Reinhold Bernt (19 December 1902 – 26 October 1981) was a German film actor.

Bernt was born Reinhold Bienert in Berlin and died in West Berlin.

Career 
Bernt's acting career began in Stuttgart with a theater debut. Soon after, he traveled to Berlin. There, he founded a troupe known as the "Group of Young Actors" with his brother, Gerhard Bernt. He performed across Berlin and entered the film industry in the 1930s. he was not only an actor, but also an assistant director and screenwriter. He appeared in some Nationalist Socialist propaganda films, such as Im Namen des Volkes (In the Name of the People). After World War II, he performed at the Schillertheater and in Deutsche Film-Aktiengesellschaft (DEFA). It became harder to obtain large roles, so he began to act increasingly as supporting characters. eventually, he moved on to voicing radio plays, performing a total of 320 roles.

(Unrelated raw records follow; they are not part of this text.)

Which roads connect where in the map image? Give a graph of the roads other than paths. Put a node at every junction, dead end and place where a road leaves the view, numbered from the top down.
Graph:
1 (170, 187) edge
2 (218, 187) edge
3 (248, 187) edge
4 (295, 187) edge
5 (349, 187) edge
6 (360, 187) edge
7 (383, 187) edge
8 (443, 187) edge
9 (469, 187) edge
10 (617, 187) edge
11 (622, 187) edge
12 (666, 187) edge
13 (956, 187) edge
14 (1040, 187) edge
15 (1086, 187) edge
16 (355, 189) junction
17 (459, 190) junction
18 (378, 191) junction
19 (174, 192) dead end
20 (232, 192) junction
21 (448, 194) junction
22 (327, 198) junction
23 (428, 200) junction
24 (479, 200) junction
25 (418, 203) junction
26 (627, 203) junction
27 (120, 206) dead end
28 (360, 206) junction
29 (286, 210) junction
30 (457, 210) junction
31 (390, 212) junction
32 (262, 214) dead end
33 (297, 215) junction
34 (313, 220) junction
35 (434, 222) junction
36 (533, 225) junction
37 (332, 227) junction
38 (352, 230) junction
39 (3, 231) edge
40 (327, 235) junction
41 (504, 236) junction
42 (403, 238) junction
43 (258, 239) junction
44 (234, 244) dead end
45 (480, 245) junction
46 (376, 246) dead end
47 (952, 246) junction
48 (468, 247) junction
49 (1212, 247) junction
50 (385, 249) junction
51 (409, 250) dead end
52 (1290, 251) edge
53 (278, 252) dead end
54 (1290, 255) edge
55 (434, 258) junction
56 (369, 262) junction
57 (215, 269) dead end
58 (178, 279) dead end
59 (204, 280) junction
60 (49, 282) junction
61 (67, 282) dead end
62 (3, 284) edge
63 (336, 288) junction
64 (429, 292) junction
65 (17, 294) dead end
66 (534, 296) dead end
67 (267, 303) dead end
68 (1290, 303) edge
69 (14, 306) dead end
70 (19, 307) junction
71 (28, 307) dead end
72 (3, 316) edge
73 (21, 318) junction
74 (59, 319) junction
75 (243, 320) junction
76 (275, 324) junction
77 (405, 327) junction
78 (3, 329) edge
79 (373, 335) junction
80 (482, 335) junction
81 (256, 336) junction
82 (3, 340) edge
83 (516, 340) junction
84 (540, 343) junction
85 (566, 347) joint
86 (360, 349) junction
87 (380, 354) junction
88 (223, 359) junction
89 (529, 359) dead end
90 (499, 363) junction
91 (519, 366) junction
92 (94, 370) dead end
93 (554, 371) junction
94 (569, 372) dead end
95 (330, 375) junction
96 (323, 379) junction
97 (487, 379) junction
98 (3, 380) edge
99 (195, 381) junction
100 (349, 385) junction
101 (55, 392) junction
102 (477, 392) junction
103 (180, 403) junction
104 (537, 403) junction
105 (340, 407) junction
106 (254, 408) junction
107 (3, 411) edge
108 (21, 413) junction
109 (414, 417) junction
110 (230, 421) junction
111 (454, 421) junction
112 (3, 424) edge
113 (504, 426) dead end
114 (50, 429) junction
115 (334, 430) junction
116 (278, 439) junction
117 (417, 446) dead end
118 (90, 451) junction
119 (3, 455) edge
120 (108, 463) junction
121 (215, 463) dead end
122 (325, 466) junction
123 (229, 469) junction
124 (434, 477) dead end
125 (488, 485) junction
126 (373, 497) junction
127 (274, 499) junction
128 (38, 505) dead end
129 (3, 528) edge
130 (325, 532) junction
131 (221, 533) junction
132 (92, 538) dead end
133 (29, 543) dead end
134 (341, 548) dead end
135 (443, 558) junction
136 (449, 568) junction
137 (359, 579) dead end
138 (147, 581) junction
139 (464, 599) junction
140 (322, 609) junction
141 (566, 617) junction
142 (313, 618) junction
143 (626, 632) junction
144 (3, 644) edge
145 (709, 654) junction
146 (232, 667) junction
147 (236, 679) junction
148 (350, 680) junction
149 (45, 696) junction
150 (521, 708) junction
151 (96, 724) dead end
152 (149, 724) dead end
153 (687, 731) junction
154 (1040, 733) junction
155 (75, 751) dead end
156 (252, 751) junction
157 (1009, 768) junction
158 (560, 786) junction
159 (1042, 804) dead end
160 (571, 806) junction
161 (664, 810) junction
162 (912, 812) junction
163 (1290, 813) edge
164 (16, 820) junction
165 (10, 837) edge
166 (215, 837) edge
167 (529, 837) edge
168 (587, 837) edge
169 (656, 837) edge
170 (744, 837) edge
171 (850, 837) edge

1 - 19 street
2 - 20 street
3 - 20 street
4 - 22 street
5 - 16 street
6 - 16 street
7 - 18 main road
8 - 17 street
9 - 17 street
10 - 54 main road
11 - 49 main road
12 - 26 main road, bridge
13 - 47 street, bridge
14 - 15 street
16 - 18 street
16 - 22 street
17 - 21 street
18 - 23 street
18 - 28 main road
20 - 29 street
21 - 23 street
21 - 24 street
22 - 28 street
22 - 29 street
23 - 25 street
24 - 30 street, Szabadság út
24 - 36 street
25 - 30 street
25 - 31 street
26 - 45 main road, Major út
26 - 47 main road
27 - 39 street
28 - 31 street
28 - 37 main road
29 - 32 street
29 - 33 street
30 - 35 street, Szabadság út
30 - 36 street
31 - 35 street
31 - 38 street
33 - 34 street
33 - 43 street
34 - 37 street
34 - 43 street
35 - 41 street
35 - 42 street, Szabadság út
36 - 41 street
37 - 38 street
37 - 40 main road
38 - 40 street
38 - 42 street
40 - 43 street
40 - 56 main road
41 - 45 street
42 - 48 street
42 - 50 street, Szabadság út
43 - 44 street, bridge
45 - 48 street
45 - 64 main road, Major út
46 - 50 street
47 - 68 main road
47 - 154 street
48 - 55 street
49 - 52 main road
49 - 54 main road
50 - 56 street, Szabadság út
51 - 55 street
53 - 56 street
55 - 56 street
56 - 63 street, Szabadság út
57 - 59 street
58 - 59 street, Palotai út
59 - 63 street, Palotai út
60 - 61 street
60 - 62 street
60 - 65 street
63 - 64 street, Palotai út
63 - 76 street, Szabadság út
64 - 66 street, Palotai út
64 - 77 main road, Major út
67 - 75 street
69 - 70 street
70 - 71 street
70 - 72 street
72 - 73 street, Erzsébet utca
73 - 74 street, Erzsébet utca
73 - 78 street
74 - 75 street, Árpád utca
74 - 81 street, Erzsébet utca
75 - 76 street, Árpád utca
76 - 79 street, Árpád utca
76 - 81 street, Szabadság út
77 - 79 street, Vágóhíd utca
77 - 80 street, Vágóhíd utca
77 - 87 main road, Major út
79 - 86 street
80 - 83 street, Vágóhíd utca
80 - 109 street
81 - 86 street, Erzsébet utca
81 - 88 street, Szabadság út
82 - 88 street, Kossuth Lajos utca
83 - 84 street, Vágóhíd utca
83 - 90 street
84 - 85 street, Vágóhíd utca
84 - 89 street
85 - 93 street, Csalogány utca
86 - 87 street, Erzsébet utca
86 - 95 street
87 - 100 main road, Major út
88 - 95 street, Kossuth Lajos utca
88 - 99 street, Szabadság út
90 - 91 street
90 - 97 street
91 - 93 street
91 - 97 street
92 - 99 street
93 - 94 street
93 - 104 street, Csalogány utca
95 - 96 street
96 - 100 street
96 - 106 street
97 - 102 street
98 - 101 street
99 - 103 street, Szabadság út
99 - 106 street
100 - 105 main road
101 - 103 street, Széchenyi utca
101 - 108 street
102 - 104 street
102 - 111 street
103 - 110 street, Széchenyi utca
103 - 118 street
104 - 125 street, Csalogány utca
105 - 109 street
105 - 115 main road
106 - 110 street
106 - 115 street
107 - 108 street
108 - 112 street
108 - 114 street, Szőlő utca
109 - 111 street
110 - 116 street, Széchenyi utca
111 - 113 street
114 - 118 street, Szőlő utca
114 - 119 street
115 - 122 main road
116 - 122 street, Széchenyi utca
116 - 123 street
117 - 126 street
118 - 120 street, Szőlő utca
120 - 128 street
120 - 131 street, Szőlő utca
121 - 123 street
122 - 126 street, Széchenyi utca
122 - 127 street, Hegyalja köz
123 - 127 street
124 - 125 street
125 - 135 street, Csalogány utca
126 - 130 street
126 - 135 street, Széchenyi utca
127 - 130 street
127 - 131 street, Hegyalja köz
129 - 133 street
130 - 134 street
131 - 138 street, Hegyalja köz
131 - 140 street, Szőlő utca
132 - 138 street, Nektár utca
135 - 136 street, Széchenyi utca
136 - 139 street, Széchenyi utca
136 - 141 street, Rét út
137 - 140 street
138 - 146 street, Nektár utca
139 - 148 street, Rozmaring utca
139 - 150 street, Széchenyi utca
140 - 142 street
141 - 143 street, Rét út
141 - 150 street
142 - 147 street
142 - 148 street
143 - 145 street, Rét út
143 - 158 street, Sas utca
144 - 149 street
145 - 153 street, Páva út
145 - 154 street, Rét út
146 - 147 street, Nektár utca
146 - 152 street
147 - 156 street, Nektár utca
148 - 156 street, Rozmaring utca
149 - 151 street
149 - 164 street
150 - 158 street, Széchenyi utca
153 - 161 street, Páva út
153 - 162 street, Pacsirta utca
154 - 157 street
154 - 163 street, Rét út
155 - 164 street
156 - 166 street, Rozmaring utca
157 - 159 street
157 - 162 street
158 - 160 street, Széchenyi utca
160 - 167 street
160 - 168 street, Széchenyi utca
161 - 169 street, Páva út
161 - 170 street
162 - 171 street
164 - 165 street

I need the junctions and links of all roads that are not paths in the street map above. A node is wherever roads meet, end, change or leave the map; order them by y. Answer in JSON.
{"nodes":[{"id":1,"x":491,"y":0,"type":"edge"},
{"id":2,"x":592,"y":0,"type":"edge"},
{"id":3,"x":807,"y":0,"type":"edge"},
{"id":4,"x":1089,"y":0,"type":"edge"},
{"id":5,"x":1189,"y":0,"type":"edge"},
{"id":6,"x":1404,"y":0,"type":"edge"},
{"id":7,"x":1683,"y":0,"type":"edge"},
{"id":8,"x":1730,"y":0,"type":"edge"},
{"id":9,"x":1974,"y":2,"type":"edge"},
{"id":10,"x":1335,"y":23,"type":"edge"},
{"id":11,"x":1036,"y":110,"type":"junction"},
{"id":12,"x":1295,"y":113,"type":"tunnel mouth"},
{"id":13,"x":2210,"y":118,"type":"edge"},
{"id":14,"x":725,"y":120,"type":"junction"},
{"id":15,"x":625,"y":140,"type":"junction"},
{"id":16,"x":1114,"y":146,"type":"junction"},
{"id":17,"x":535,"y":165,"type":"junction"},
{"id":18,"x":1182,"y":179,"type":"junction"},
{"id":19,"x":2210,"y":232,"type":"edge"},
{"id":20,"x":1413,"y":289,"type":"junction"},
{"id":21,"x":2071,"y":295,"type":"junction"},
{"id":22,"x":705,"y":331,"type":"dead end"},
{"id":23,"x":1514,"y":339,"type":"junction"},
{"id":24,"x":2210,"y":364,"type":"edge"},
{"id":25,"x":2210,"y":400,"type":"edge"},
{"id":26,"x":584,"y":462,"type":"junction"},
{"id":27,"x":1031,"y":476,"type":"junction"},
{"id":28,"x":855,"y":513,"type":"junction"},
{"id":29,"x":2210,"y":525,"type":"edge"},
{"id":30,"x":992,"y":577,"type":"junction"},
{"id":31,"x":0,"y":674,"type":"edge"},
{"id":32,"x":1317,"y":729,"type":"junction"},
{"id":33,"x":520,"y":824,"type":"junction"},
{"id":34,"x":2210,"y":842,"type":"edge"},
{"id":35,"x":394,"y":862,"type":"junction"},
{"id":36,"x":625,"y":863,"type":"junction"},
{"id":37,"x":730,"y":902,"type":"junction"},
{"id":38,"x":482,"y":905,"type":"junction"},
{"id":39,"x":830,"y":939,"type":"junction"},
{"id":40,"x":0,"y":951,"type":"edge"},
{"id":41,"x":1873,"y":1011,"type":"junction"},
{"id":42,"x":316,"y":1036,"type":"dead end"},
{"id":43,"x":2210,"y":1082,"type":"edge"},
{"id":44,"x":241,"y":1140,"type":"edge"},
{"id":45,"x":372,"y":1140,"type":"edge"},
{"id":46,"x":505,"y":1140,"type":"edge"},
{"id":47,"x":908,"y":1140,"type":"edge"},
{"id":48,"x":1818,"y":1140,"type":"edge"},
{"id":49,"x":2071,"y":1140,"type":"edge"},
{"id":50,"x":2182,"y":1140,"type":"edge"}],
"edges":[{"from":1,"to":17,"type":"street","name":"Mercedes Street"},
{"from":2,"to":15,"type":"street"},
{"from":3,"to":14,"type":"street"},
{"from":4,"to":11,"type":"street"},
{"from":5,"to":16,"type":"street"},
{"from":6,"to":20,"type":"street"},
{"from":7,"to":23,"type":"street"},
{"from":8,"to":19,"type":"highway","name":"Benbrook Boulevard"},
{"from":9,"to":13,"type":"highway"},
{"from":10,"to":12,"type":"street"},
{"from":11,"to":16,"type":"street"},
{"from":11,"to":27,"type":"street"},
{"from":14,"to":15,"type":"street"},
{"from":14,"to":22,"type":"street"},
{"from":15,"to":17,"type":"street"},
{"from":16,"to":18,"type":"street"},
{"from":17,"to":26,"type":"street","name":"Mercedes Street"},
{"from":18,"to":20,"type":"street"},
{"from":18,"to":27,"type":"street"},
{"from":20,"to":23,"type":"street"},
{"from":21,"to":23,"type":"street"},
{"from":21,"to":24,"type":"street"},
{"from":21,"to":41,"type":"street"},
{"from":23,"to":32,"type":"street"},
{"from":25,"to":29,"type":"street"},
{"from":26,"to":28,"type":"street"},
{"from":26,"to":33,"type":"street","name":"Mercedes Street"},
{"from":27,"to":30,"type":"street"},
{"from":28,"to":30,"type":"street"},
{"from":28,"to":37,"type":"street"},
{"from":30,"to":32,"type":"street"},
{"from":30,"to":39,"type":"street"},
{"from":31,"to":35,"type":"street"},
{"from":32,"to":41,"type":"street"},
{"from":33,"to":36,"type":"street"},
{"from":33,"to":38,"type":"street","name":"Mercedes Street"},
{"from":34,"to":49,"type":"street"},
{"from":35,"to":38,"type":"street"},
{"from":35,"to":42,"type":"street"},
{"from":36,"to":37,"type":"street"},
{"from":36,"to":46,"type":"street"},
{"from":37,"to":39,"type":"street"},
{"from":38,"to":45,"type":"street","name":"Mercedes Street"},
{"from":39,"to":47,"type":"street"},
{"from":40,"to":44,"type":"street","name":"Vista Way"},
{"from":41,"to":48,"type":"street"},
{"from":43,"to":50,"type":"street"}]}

He passed away on October 26, 1981 in Berlin.

Selected filmography

 The Blue Angel (1930) - Der Clown / The Clown
 Salto Mortale (1931) - Jim
 The Other Side (1931) - Feldwebel
 The Daredevil (1931) - Willy, Stallmeister American Hyppodrom
 Kadetten (1931) - Hennig, Bursche bei Rittmeister von Malzahn
 Secret Agent (1932) - Baschin
 Peter Voss, Thief of Millions (1932) - Zeitungsverkäufer
 Kavaliere vom Kurfürstendamm (1932) - Gorritz
 Spione im Savoy-Hotel (1932) - Schrott, sein Sekretär
 Secret of the Blue Room (1932) - Chauffeur Max
 Sacred Waters (1932) - Töni
 The Rebel (1932) - Krahvogel
 Hände aus dem Dunkel (1933) - Schnabel, ein entlassener Angestellter
 The Roberts Case (1933)
 The Rebel (1933) - George Bird
 Hitlerjunge Quex (1933) - Ausrufer (barker) (uncredited)
 Lady Windermere's Fan (1935) - Regisseur
 Trouble Backstairs (1935) - August Krüger, Hausverwalter
 Fruit in the Neighbour's Garden (1935) - Gottfried Berger, Theos Freund
 The Beggar Student (1936) - Der Pedell
 Escapade (1936) - Prowiak, ein Friseur
 Thunder, Lightning and Sunshine (1936) - Franzl, Schneidergeselle
 Under Blazing Heavens (1936) - 1. Offizier auf der Gorboduc
 Truxa (1937) - Gepäckträger (uncredited)
 Sherlock Holmes (1937) - Wilson
 Hahn im Korb (1937) - Hotelportier
 The Mystery of Betty Bonn (1938) - Matrose Clements
 Comrades at Sea (1938) - Kommissar Sakin
 Mordsache Holm (1938) - Kriminalassistent Henneberg
 In the Name of the People (1939) - Bruno Mielke
 Der grüne Kaiser (1939) - (uncredited)
 The Governor (1939) - Mitglied der Radikalen Partei
 Mistake of the Heart (1939) - Dr. Reithofer
 Central Rio (1939) - Sergeant Carmo
 Alarm at Station III (1939) - Kai, Schmuggler
 Jud Süß (1940) - Folterknecht
 Wunschkonzert (1940)
 Blutsbrüderschaft (1941) - Arbeiter der Gösch
 Das himmelblaue Abendkleid (1941)
 Alarm (1941) - Wirt im Lokal
 Unser kleiner Junge (1941) - Swoboda
 Carl Peters (1941) - Jungle Patrolman Hansen
 Leichte Muse (1941) - Kaufmann Böhlke
 Menschen im Sturm (1941)
 Sein Sohn (1942) - Heini - Komplize des 'eleganten' Diebs
 ... und über uns der Himmel (1947)
 The Berliner (1948) - (uncredited)
 Rotation (1949) - Kurt Blank
 Bürgermeister Anna (1950) - Landrat
 Semmelweis - Retter der Mütter (1950)
 Die Jungen vom Kranichsee (1950) - Fabrikdirektor
 Master of Life and Death (1955) - Bahnwärter
 The Story of Anastasia (1956) - Oberwachtmeister Schröder (uncredited)
 Spy for Germany (1956) - U-Boot-Steuermann
 Madeleine und der Legionär (1958)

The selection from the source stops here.